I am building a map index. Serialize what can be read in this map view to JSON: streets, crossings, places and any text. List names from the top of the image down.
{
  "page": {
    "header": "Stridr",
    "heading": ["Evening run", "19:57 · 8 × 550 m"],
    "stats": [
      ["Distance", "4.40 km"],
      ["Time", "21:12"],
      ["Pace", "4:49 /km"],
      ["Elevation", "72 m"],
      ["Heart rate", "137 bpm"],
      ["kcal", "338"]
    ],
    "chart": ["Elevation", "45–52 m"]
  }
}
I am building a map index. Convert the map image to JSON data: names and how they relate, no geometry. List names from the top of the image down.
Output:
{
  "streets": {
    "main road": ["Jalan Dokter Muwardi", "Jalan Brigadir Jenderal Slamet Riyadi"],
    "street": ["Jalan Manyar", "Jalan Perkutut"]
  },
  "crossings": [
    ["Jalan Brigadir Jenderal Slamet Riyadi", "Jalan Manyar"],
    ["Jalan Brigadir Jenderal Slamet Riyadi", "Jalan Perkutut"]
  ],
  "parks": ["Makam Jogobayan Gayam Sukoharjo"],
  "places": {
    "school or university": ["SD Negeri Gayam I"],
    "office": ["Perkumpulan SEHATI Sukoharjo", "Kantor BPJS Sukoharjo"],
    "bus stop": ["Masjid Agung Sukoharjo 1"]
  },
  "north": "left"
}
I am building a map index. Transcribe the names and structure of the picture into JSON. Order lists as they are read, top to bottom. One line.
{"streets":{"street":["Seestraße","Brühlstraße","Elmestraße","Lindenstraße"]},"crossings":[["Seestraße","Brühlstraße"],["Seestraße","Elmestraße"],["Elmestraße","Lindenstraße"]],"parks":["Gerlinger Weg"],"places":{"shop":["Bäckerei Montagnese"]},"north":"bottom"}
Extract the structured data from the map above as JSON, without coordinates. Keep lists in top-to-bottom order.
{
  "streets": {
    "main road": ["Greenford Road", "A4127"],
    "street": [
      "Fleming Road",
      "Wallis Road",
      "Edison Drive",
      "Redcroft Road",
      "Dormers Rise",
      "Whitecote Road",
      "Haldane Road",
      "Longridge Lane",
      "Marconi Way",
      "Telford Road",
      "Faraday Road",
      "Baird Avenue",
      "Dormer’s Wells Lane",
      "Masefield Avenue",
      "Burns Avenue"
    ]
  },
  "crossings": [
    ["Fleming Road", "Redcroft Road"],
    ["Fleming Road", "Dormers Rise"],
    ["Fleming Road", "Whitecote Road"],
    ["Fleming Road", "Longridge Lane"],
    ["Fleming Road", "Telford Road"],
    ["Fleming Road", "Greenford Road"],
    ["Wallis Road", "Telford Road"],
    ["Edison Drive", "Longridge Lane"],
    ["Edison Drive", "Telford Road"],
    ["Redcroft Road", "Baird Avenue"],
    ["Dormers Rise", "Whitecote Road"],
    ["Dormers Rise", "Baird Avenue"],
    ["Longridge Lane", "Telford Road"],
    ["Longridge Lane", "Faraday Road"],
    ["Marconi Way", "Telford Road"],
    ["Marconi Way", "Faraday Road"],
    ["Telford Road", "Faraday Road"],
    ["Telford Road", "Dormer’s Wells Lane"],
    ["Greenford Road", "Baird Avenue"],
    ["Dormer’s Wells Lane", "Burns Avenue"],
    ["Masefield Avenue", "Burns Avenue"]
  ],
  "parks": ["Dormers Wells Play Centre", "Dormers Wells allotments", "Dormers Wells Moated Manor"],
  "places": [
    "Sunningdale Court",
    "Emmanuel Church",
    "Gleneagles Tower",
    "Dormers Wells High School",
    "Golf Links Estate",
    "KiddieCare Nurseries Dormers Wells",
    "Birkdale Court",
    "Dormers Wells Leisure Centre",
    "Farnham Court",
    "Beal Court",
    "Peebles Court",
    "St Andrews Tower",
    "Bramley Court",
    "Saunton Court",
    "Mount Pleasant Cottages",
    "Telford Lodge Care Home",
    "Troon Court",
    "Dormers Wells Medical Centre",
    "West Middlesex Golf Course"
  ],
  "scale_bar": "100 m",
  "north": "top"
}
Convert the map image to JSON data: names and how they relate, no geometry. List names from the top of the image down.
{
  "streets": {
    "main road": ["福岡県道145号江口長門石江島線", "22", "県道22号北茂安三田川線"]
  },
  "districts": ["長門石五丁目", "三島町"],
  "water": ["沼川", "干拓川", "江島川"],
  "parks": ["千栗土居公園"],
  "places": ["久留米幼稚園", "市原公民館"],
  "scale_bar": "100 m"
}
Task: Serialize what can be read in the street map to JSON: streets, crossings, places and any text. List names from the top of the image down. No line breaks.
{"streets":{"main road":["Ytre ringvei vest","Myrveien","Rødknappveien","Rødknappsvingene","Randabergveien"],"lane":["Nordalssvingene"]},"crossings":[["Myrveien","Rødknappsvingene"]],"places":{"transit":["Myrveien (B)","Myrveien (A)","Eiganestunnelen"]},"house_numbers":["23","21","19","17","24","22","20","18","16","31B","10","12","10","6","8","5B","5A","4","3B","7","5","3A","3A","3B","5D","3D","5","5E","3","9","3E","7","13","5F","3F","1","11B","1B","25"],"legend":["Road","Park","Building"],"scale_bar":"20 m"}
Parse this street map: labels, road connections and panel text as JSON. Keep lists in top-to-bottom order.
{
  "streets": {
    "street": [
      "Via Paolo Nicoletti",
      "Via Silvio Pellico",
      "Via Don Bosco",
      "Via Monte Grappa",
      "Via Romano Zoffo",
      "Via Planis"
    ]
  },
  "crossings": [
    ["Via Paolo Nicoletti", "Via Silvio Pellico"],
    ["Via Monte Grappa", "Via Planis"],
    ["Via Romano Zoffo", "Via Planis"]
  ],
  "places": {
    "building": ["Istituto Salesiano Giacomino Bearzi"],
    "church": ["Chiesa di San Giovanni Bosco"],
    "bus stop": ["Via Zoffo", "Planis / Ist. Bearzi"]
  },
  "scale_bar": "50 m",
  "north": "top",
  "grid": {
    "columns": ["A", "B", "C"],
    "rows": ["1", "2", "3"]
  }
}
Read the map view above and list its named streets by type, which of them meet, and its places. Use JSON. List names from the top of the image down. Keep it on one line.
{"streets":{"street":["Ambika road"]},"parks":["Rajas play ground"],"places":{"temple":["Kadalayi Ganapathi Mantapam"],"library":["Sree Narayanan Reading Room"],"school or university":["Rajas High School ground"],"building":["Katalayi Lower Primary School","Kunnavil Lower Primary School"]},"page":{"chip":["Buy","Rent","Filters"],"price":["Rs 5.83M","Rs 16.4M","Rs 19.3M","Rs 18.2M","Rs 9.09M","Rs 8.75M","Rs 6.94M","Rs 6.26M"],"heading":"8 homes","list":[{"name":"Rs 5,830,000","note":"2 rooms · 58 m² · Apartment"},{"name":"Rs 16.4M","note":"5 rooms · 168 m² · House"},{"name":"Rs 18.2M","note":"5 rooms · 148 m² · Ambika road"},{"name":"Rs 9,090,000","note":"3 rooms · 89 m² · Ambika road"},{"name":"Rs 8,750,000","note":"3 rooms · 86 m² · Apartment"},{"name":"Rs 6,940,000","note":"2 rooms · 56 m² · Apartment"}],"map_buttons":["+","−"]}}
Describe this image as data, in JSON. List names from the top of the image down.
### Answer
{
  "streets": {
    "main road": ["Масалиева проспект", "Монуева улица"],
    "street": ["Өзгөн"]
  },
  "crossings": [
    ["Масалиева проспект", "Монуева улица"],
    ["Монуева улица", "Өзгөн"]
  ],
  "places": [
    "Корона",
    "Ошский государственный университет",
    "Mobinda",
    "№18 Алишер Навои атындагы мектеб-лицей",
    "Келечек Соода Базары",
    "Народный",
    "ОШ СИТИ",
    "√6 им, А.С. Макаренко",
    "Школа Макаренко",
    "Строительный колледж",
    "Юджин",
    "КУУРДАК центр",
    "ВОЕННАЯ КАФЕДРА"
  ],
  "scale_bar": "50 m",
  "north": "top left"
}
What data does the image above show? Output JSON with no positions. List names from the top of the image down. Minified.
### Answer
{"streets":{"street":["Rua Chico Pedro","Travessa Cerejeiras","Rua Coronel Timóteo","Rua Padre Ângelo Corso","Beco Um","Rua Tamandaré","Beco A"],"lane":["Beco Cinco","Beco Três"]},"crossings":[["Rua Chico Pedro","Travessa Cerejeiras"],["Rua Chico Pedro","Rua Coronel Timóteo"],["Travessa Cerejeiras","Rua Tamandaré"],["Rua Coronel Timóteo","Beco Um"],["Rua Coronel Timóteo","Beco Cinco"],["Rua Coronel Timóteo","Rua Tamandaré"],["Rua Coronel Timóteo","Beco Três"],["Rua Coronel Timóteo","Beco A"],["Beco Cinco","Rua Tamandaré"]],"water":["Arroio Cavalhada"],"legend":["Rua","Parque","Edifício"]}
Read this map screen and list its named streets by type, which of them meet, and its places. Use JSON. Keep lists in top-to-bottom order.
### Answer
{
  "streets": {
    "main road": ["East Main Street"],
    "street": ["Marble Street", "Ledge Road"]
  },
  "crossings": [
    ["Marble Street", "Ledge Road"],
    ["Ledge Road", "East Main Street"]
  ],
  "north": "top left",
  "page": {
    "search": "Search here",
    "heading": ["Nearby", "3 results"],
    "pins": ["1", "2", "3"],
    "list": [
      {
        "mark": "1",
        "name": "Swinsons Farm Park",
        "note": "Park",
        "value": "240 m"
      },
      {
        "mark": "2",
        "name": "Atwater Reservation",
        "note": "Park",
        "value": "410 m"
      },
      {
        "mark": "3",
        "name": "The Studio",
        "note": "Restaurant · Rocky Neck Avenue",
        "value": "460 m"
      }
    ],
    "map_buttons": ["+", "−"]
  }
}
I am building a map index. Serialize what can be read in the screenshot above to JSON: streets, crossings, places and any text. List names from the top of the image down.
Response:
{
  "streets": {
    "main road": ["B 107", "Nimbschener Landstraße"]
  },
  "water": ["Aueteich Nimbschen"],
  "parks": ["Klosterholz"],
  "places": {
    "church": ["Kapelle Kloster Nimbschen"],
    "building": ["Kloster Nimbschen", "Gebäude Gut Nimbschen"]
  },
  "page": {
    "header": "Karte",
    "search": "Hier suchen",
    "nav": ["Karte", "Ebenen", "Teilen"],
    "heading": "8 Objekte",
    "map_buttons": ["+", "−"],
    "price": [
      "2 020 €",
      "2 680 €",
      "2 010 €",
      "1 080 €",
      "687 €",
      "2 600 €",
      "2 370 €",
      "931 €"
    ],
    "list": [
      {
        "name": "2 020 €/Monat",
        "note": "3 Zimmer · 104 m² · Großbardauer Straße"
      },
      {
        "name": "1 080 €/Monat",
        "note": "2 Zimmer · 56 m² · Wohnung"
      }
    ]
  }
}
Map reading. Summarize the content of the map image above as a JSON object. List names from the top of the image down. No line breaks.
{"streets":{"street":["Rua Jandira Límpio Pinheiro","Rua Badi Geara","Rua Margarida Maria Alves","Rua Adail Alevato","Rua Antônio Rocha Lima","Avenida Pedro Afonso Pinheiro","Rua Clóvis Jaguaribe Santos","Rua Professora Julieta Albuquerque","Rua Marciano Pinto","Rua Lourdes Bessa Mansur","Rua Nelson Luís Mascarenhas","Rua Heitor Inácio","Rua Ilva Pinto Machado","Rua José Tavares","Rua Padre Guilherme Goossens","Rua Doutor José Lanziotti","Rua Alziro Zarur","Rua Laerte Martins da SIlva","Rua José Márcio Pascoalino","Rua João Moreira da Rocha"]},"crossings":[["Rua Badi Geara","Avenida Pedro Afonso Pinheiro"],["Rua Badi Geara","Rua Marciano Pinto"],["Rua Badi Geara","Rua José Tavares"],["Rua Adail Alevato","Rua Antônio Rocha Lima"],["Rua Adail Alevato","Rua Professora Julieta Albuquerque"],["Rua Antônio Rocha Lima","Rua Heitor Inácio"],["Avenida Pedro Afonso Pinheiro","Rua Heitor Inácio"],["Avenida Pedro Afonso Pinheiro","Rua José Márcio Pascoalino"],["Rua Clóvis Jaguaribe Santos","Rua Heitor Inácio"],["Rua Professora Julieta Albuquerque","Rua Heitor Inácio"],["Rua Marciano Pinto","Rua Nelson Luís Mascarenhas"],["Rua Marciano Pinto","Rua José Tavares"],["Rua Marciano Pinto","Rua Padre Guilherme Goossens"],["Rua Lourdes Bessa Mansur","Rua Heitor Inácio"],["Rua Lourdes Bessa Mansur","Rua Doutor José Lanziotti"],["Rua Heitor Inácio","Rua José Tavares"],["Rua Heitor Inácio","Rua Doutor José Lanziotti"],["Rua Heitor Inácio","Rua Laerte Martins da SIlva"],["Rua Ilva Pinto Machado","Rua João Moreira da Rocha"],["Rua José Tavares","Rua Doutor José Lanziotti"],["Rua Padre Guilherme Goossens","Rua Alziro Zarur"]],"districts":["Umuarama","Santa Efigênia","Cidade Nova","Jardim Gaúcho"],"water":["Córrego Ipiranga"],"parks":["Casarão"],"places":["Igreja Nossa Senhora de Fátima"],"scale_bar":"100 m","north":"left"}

■ TASK TO CARRY OUT: Only the lines above from the one with "Read this map" up to and including the one with "in the screenshot" should be repeated, exactly as written.

■ RESPONSE:
Read this map screen and list its named streets by type, which of them meet, and its places. Use JSON. Keep lists in top-to-bottom order.
### Answer
{
  "streets": {
    "main road": ["East Main Street"],
    "street": ["Marble Street", "Ledge Road"]
  },
  "crossings": [
    ["Marble Street", "Ledge Road"],
    ["Ledge Road", "East Main Street"]
  ],
  "north": "top left",
  "page": {
    "search": "Search here",
    "heading": ["Nearby", "3 results"],
    "pins": ["1", "2", "3"],
    "list": [
      {
        "mark": "1",
        "name": "Swinsons Farm Park",
        "note": "Park",
        "value": "240 m"
      },
      {
        "mark": "2",
        "name": "Atwater Reservation",
        "note": "Park",
        "value": "410 m"
      },
      {
        "mark": "3",
        "name": "The Studio",
        "note": "Restaurant · Rocky Neck Avenue",
        "value": "460 m"
      }
    ],
    "map_buttons": ["+", "−"]
  }
}
I am building a map index. Serialize what can be read in the screenshot above to JSON: streets, crossings, places and any text. List names from the top of the image down.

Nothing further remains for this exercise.